Day 2: Cones. Weight. Butter(s).

After a brief repose on the hardest stools available in Manhattan (seriously, I almost opted to stand on the subway home), we created our first of what will undoubtedly be many of thousands small parchment cones called cornets (pronounced corNAY, in singular or plural). These are generally used for writing, particularly when the ink is made of chocolate. To see me make cornets, you'd think perhaps I'd done a few hundred of them in my day. It went well... quickly, efficiently, correctly. Oh, then we had to fill them halfway with chocolate, cut the barest slice off the tip, and proceed to practice writing and the generation of some basic designs. Here's where the illusion of experience I had presented fell away with little ceremony, leaving me fully exposed as the novice I actually am, rivulets of dark chocolate running up my sleeves, along my apron strings and towels, and on the side of my mouth (and the really screwed up part is I didn't even taste any, something I say not defensively but in complaint - if I had evidence of chocolate-tasting literally written on my face the very least I might have gotten out of it would have been actually tasting some). Only after a fair amount of correction and intense concentration was I able to get my "lines" of chocolate to appear in any way linear and my writing... well, in the Western alphabet if not exactly English.

The confidence of much of the class having suffered such a devastating blow right out of the gate, we undertook a small exercise in culinary math - how many teaspoons in a quart and so forth - which served to relax our nerves, at least for those of us for whom multiplying single digits by other single digits with the aid of a calculator proved a somewhat more accessible task than script in that least forgiving of all inks.

We then set about weighing various ingredients using different types of scales. I must say, getting flour on my hands for the first time in my new kitchen was exhilarating. Nearly as exhilarating as the monolithic fifteen-pound bag of pecans.

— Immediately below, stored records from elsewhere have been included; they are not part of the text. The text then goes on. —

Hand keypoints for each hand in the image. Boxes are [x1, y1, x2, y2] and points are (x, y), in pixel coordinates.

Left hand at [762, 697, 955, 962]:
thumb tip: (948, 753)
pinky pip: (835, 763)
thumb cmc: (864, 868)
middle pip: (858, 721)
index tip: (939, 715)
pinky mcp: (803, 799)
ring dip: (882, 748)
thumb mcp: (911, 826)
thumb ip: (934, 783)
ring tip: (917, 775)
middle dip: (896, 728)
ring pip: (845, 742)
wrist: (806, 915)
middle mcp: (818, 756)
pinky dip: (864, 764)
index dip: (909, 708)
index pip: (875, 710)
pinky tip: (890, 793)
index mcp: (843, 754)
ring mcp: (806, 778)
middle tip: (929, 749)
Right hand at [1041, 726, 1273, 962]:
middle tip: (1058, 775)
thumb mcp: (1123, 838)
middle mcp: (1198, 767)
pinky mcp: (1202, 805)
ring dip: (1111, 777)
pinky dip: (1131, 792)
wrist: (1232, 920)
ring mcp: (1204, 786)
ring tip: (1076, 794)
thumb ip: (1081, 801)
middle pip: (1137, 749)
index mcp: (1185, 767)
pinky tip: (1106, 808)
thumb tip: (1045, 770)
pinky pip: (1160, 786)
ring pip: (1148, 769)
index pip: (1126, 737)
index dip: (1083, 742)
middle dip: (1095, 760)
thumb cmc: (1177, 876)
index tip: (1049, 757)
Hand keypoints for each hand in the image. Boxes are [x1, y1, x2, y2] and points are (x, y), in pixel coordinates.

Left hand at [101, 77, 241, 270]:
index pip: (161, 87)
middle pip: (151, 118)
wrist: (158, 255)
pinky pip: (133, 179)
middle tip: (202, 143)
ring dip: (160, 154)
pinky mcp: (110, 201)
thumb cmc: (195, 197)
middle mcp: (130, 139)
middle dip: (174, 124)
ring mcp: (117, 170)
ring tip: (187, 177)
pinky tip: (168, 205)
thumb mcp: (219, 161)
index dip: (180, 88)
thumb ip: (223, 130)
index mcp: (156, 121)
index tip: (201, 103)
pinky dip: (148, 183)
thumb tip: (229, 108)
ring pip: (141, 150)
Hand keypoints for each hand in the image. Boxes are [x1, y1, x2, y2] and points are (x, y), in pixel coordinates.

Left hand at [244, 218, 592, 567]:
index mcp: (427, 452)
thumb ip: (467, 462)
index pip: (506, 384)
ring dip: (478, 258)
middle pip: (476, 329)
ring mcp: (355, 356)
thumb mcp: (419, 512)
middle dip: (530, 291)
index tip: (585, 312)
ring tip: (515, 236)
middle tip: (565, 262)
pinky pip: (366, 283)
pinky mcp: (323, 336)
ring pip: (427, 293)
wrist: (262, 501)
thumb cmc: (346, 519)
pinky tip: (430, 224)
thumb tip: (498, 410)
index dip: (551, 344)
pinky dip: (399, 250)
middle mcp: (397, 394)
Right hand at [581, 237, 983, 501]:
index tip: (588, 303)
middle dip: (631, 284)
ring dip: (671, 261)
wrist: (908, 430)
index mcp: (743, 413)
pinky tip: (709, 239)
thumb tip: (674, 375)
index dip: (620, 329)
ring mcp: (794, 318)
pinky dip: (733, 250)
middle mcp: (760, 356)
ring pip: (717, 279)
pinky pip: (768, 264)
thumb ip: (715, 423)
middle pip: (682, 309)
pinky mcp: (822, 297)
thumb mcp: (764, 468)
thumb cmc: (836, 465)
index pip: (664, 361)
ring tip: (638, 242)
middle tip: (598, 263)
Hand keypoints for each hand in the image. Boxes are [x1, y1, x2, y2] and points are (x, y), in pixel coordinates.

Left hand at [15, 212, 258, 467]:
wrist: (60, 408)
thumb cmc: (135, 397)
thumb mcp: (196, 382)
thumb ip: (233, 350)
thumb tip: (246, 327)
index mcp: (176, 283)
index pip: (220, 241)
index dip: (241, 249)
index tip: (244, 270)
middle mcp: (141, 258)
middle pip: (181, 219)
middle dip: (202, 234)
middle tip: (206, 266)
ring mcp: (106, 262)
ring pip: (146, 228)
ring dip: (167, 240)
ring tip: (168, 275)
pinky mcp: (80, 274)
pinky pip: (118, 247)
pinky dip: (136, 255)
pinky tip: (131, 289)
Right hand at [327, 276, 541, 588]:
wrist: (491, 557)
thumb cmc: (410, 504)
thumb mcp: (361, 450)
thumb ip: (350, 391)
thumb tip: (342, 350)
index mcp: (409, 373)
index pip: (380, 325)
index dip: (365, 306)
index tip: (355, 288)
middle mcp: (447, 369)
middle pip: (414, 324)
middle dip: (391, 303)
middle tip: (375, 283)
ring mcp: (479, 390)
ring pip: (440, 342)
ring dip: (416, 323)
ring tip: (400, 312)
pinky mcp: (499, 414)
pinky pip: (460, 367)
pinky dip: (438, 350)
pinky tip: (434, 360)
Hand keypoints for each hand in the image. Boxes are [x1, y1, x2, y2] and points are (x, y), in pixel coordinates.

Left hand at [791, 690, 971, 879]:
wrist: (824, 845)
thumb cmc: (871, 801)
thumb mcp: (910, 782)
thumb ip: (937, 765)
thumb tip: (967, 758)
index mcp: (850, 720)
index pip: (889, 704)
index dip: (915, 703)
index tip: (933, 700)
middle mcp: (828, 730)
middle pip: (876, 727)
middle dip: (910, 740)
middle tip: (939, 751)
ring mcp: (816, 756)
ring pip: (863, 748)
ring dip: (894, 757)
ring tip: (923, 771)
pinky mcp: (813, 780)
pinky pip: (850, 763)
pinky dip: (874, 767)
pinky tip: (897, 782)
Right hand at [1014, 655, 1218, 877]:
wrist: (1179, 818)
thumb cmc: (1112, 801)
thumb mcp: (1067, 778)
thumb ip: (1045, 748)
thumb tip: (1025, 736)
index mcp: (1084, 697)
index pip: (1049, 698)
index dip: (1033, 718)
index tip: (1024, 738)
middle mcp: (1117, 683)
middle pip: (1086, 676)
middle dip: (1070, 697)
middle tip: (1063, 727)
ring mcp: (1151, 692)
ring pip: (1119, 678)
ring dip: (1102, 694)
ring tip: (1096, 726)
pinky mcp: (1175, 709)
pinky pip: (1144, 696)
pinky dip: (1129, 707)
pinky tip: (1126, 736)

Subsequently, we came to the first segment of palate education: Dairy Identification. This wasn't a blindfolded test where we had to ingest something and then say what it was, but rather an open and conversational evaluation of differing dairy products that were passed around the table. We began with spoonfuls of milk of varying fat contents, cream both light and heavy, half and half, evaporated milk, and condensed milk. This sated our appetites for dairy almost as much as it called forth our pity for Heidi, the one lactose-intolerant girl in our class. (Am I the only one to whom the name "Heidi" implies a certain proclivity to dairy products!?)

Then came the butters. Let me tell you about butter. I enjoy butter. I like to use butter in, on, and around things that I eat. I feel that it enhances the quality of just about any food to the point that the very soul-satisfying nature of it counteracts any negative health effects (just let me be delusional and keep reading). Nor have my friends known me to be stingy with it. I have come to realize in a very brief span of time, however, that even I have some level of tolerance for it. Tonight we did some butter tasting. We tasted five unsalted butters including a special one from Denmark that was a first for me and quite remarkable. Then a number of salted butters - and let me tell you, when you've tasted five unsalted butters in a row and then moved on to one even lightly salted one, you will notice the salt. The salt in the first salted butter we tasted was at once repellent, because it seemed so strong, and a boon, because it was any flavor other than unmitigated milk fat. There were an equal number of salted butters passed around before the margarine was introduced. Anyone who knows me at all knows that I take no pains to mask my distaste for this product to begin with, but tasting it after such an inrush of The Real Thing served only to unveil its phony aspects all the more. I really did take a moment to thank God when Chef decided only at the very last second that we didn't have to go through tasting the Country Crock. Seriously. At least all was not in vain; I managed to name a favorite of all these butters - Plugra, the French-style extra-fat butter (surprised, friends?), whose name when properly pronounced is a homonym for plus gras, which translates quite unabashedly to "more fat." It's really, really good. If there were silkcows in the manner that there are silkworms, this would be their product.

To make sure we had enough substance in us, we topped off this light little parade of sixteen products (only two of which were composed of less than 20% fat, and only five under 40%) with some crème fraîche, mascarpone, and cream cheese. A large sundae; a planetary cherry. In all we tasted nineteen dairy products. One very queasy subway ride later, this particular chef-in-training is going to go lay down now.

And dream of unsalted crackers.

1 comment:

Anonymous said...

I am very happy that you are recounting your days of training for the world to see. At least we will have some account of how the master was made. I honestly think that should you desire to quit the fat inducing world of cream and butter tasting, a career in writing would be an amazing thing. Not only because you enjoy it, but because the world would be just a little bit smarter.